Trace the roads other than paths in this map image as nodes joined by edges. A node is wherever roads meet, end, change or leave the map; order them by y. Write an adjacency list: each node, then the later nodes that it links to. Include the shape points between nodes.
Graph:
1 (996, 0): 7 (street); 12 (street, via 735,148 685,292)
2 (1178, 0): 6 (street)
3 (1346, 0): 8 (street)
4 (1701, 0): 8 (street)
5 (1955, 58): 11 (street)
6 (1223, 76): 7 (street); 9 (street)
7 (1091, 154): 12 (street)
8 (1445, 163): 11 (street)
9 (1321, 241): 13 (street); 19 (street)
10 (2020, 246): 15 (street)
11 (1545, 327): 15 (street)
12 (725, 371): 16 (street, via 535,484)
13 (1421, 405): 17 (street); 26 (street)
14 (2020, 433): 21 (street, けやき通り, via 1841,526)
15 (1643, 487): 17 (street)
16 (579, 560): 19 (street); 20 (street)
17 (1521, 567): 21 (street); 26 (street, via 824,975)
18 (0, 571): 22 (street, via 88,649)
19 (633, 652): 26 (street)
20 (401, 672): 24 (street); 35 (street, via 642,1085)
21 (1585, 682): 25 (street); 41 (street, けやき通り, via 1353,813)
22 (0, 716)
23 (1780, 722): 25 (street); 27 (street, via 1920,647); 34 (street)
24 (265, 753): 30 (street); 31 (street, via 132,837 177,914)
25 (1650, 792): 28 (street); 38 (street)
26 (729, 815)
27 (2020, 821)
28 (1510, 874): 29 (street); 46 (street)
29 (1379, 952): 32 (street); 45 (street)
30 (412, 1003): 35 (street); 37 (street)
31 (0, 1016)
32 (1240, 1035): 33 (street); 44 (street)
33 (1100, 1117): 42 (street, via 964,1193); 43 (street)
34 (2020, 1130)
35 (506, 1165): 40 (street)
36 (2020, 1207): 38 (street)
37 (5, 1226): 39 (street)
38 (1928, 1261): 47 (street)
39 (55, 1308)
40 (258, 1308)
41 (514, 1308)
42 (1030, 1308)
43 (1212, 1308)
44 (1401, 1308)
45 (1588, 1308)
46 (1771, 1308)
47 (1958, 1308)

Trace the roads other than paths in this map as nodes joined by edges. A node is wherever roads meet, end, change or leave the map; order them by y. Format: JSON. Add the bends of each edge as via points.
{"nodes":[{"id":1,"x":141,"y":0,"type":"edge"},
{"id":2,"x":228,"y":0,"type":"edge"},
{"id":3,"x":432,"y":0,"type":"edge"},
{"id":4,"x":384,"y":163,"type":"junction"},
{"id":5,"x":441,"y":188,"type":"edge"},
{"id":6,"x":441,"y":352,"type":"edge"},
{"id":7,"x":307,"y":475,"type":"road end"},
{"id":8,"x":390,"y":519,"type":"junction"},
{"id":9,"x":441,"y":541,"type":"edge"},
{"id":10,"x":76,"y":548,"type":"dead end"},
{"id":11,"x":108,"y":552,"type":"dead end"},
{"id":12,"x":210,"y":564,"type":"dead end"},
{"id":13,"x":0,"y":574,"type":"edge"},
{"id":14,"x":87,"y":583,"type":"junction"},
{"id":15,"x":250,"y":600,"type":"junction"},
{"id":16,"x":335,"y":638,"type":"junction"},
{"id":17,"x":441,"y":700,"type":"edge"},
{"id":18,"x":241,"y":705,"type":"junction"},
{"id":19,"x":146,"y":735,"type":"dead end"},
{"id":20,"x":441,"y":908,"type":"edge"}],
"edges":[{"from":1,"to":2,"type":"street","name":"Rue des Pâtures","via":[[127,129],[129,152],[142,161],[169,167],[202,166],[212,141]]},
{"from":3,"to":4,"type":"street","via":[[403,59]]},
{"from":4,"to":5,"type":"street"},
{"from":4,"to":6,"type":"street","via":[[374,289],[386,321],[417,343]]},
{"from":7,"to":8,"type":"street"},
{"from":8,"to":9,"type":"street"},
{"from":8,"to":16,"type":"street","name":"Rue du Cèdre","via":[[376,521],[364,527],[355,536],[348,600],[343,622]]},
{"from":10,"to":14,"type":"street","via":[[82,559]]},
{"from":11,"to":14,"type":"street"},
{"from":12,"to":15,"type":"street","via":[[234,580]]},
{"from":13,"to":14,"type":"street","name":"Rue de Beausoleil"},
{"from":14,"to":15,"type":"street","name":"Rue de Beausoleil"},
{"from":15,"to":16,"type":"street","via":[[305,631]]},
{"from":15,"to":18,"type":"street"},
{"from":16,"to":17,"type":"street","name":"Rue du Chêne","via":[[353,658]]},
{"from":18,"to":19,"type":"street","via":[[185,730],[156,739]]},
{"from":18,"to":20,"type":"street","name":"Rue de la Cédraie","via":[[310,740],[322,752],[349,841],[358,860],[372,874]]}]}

--

Once you have found every line above holding the word "paths", copy those lines.

## EXERCISE OUTPUT
Trace the roads other than paths in this map image as nodes joined by edges. A node is wherever roads meet, end, change or leave the map; order them by y. Write an adjacency list: each node, then the later nodes that it links to. Include the shape points between nodes.
Trace the roads other than paths in this map as nodes joined by edges. A node is wherever roads meet, end, change or leave the map; order them by y. Format: JSON. Add the bends of each edge as via points.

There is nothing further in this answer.